In 2010, Wikimedia Foundation started the Public Policy Initiative. The purpose of the Initiative was to improve Wikipedia content in articles related to public policy. Additionally, the project sought to increase the use of Wikipedia as a teaching tool in university classrooms. The Initiative model operated by coordinating with university teaching faculty who had an interest in using Wikipedia as a platform for a literature review assignment. The Initiative staff then recruited and trained Campus Ambassadors to support the professor on campus; the Campus Ambassadors svoluneered as de facto teaching assistants for the Wikipedia related class elements. The Initiative team also coordinated Online Ambassadors, the criteria for these applicants was substantial experience in Wikipedia and a reputation for helping newcomers. The Online Ambassadors provided assistance to students 24/7. The students selected an Online Ambassador to act as their mentor; the mentor provided feedback on the student work and helped students learn to navigate Wikipedia. Wikimedia Foundation also provided support materials and sample syllabi to the professors.

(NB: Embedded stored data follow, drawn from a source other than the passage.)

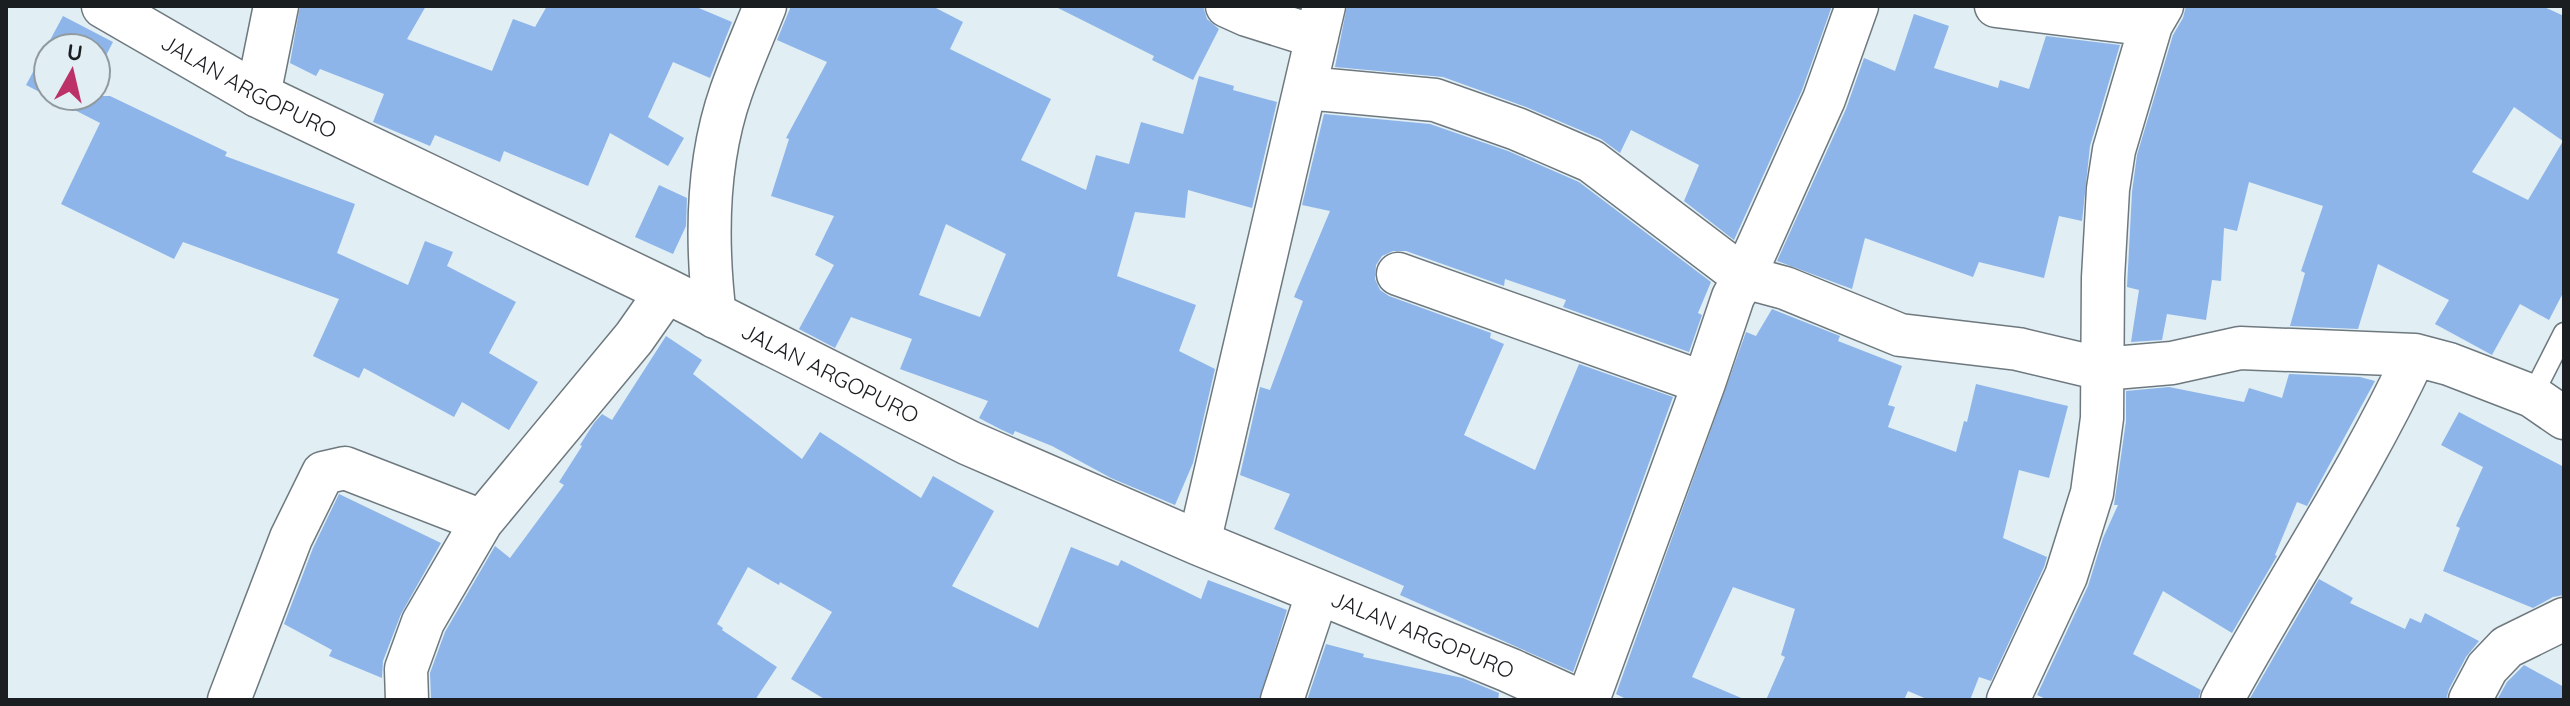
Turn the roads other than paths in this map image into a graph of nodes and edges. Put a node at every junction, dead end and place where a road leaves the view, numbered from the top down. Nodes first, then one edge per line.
1 (104, 6) edge
2 (276, 6) edge
3 (765, 6) edge
4 (1227, 6) edge
5 (1857, 6) edge
6 (1996, 6) edge
7 (2157, 16) edge
8 (1321, 22) edge
9 (1306, 88) junction
10 (258, 95) junction
11 (1398, 274) dead end
12 (1744, 277) junction
13 (667, 291) junction
14 (715, 317) junction
15 (2564, 333) edge
16 (2415, 355) junction
17 (2102, 369) junction
18 (1704, 383) junction
19 (2548, 407) edge
20 (482, 521) junction
21 (1199, 543) junction
22 (1318, 592) junction
23 (2564, 619) edge
24 (405, 699) edge
25 (229, 700) edge
26 (1282, 700) edge
27 (1575, 700) edge
28 (1588, 700) edge
29 (2008, 700) edge
30 (2222, 700) edge
31 (2470, 700) edge

1 - 10 street, JALAN ARGOPURO
2 - 10 street
3 - 14 street
4 - 8 street
5 - 12 street
6 - 7 street
7 - 17 street
8 - 9 street
9 - 12 street
9 - 21 street
10 - 13 street, JALAN ARGOPURO
11 - 18 street
12 - 17 street
12 - 18 street
13 - 14 street, JALAN ARGOPURO
13 - 20 street
14 - 21 street, JALAN ARGOPURO
15 - 19 lane
16 - 17 street
16 - 19 street
16 - 30 street
17 - 29 street
18 - 28 street
20 - 24 street
20 - 25 street
21 - 22 street, JALAN ARGOPURO
22 - 26 street
22 - 27 street, JALAN ARGOPURO
23 - 31 street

In the 2010 fall term, the Public Policy Initiative staff collaborated with faculty from top universities. Professors from George Mason, George Washington, Georgetown, Harvard, Indiana-Bloomington, James Madison, Lehigh, Siena College, Syracuse, and UC Berkeley, participated in the Initiative pilot. In the fall pilot participation included: 14 courses/classes, 13 professors, XX students, XX campus Ambassadors, XX online Ambassadors. The students worked on XX articles through the project, and XX of those articles were related to public policy. Class size ranged from X to XX students.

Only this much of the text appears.